First thought to be a contagious disease, what came to be known as Minamata Disease caused a neurological syndrome that led to muscle weakness, vision problems, hearing and speech damage, paralysis, coma, insanity, and even death. Caused by the Chisso Corporation’s release of mercury and other industrial chemical byproducts in waterways, Minamata Disease made its way into the local human and animal populations as each ingested shellfish and fish from Minamata Bay. These fish bioaccumulated the mercury and resulted in toxic mercury levels of many area residents. Officially, the poisoning affected 2,265 human victims before 1968 and killed 1,784; however, congenital mercury poisoning continues to affect the area, and cat, dog, and human deaths occurred for over 30 years.

Isolating the Source

In 1968 – and through the 1990s – scientists argued that Minamata Disease was caused by the Chisso Corporation producing methylmercury and pouring it into Minamata Bay. Studies performed since agreed, noting that methylmercury had been found in sludge from the bay, shellfish samples, and even umbilical cords from babies born at the time. In addition, a Minamata doctor fed wastewater to two cats, noting that their behavior and the resulting brain lesions he observed after autopsy were consistent with methylmercury poisoning.
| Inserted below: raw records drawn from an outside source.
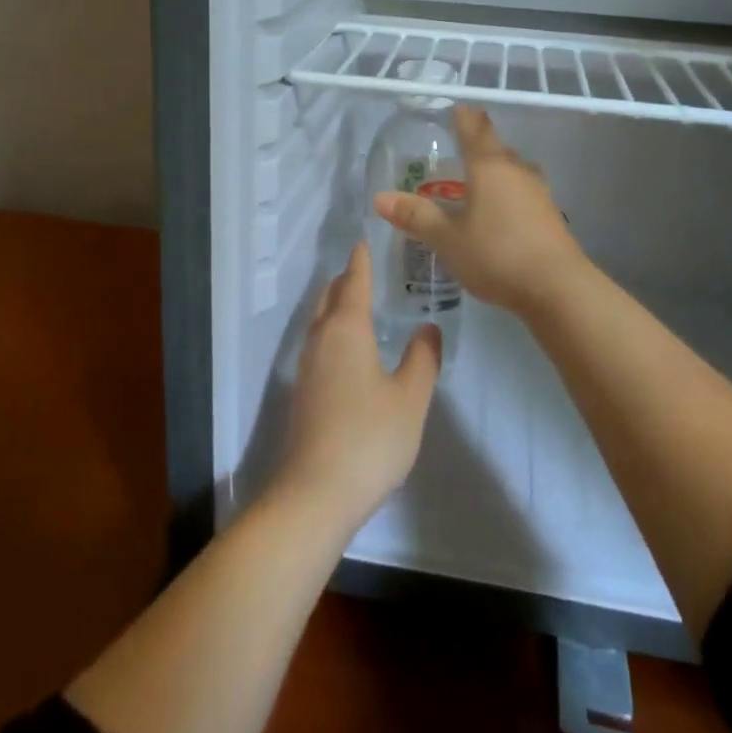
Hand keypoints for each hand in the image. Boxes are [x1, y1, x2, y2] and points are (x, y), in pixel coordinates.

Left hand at [277, 240, 439, 528]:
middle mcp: (320, 338)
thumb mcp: (410, 398)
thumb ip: (423, 358)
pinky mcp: (303, 391)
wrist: (317, 491)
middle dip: (345, 280)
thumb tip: (428, 327)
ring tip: (358, 302)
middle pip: (330, 296)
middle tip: (365, 269)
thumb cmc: (370, 437)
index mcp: (346, 329)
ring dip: (336, 305)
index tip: (364, 242)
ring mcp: (307, 365)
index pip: (354, 282)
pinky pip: (318, 342)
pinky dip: (332, 329)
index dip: (361, 261)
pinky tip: (348, 347)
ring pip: (319, 320)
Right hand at [373, 106, 587, 316]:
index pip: (475, 127)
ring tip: (473, 185)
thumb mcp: (447, 239)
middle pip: (495, 147)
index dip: (462, 115)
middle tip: (454, 153)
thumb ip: (416, 217)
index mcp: (489, 166)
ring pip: (511, 170)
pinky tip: (496, 215)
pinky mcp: (550, 215)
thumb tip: (380, 197)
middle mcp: (517, 170)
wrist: (559, 288)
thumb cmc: (497, 254)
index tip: (453, 110)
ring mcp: (538, 192)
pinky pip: (522, 192)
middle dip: (475, 147)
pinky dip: (506, 195)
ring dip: (493, 173)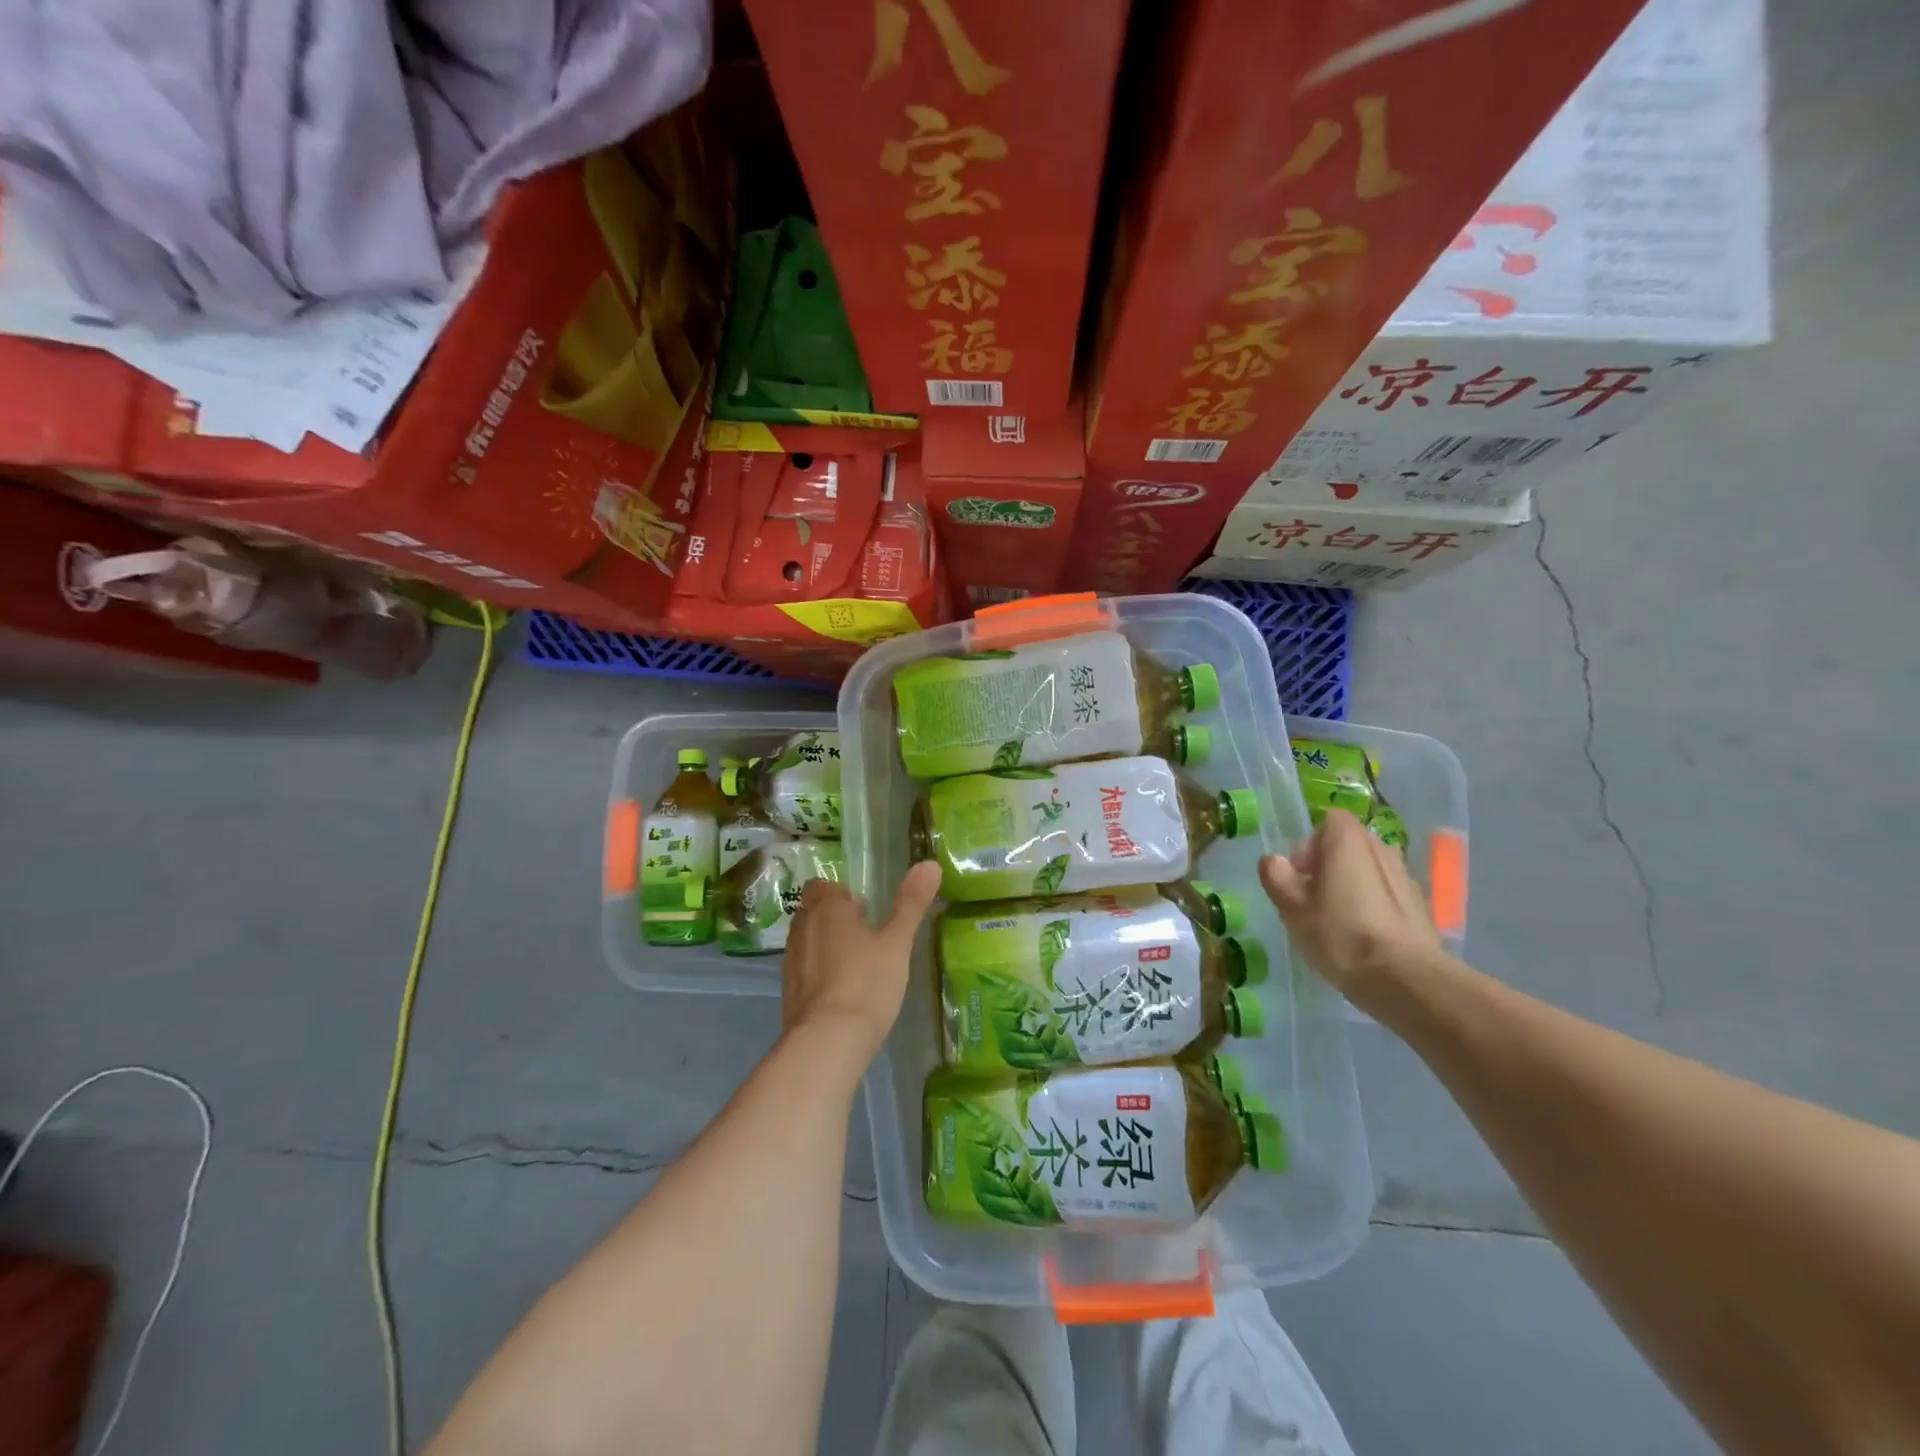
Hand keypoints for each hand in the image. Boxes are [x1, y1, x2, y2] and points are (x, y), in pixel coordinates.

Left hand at [780, 861, 941, 1066]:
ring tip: (858, 965)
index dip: (842, 895)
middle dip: (835, 919)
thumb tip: (929, 863)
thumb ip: (911, 903)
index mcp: (826, 908)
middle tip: (867, 936)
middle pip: (813, 912)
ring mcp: (790, 962)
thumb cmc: (866, 982)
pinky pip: (804, 971)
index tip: (866, 911)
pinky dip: (819, 974)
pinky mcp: (788, 993)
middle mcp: (802, 928)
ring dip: (827, 946)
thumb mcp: (897, 942)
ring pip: (808, 941)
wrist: (827, 1042)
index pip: (823, 886)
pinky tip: (843, 993)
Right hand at [1260, 809, 1444, 1009]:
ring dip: (1350, 886)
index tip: (1299, 875)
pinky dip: (1371, 906)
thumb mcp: (1292, 907)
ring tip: (1336, 921)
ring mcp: (1405, 877)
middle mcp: (1381, 848)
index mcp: (1349, 841)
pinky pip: (1386, 894)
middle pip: (1348, 845)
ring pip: (1368, 870)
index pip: (1328, 821)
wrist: (1406, 980)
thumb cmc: (1341, 934)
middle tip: (1311, 899)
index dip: (1309, 844)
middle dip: (1327, 865)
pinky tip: (1362, 938)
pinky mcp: (1420, 906)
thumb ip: (1276, 876)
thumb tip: (1273, 860)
Now, however, advances in the technology scientists use to study the molecular fingerprints certain substances leave on the brain have helped researchers challenge that assertion. If the hypothesis proves correct, then advances in toxicity screening using single cell analysis via a 96 well plate dispenser will likely produce new information about how an alternative, organic mercury compound acts upon mammal neurological systems.

New Research

Researchers at the Stanford Synchrotron Radiation Lightsource have employed a technique that involves exposing the existing brain tissue samples from one of the original cats to extensive x-ray radiation and analyzing the resulting light spectrum. They’ve found that most of the molecules within the cat’s brain consist of alpha-mercuri-acetaldehyde, an organic compound that likely originated in the wastewater from Minamata Bay. This finding and its interpretation that the poisonings may have been caused by this compound directly opposes the longstanding views that Minamata Disease is caused by methylmercury.
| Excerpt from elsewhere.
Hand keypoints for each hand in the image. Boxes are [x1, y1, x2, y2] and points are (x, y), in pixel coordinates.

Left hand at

Methylmercury as a toxic compound has been under scrutiny since the 1980s, when teams of researchers began to evaluate how methylmercury bioaccumulated in seafood could harm humans who eat shellfish and fish. During that time, the Environmental Protection Agency took a safe approach and set an extremely low threshold for the presence of methylmercury in seafood. Some researchers fear that the new Minamata cat study could be used to relax these thresholds. 

The Future of Methylmercury and Toxicity Research

Even as the Stanford team continues its research into alpha-mercuri-acetaldehyde, procuring human samples in hopes of discovering whether or not the compound is present in other species as a result of the Minamata disaster, other researchers point to recent proof of methylmercury toxicity. They cite a 2015 study, among others, that proves mammalian neural cell cytotoxic effects of methylmercury, and insist that EPA standards restricting methylmercury should not be lifted. In fact, these researchers cite a subsequent 1971 industrial poisoning incident in Iraq involving methylmercury – proof that no matter the compounds present in the Minamata incident, methylmercury is extremely dangerous.
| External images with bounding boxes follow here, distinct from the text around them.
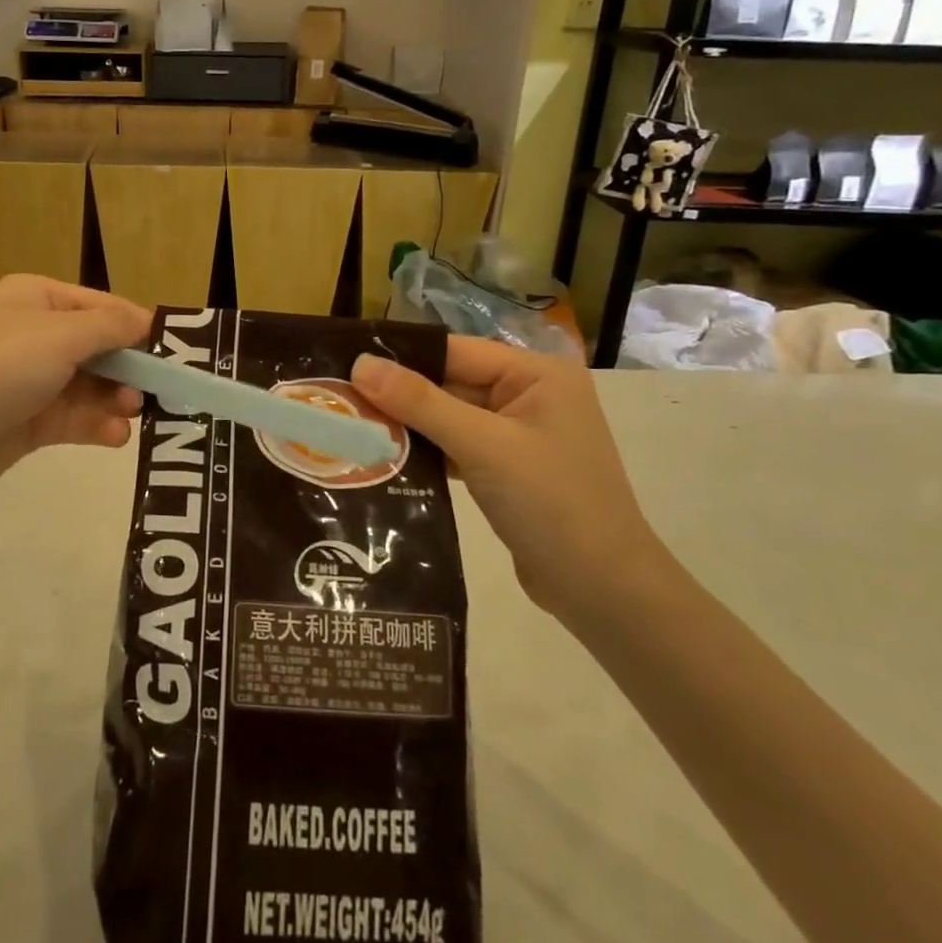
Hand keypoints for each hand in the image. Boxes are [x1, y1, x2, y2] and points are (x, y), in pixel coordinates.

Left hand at [0, 275, 149, 519]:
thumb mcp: (58, 337)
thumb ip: (110, 327)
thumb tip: (146, 321)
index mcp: (35, 299)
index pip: (100, 306)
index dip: (136, 327)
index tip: (173, 353)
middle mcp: (31, 335)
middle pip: (96, 348)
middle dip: (127, 368)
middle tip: (156, 391)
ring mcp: (25, 381)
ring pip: (87, 386)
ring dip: (114, 399)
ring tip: (132, 414)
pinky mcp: (22, 423)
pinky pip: (71, 418)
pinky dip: (95, 425)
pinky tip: (114, 436)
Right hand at [350, 339, 671, 620]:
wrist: (603, 590)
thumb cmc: (552, 503)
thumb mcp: (483, 446)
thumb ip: (421, 402)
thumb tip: (360, 364)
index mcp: (536, 373)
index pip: (454, 351)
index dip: (401, 358)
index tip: (344, 365)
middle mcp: (528, 394)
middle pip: (449, 383)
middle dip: (398, 395)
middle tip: (338, 400)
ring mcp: (518, 434)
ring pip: (448, 417)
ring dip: (407, 426)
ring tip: (349, 427)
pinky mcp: (506, 468)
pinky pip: (456, 446)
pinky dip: (425, 452)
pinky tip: (382, 458)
While questions regarding the source of Minamata Disease may have been raised by this new finding, more information is needed. As a result, toxicity research regarding both alpha-mercuri-acetaldehyde and methylmercury using mammalian cell lines will likely continue. What’s clear is that scientists on both sides of the debate endeavor to prevent horrific poisoning events like the Minamata disaster from ever occurring again.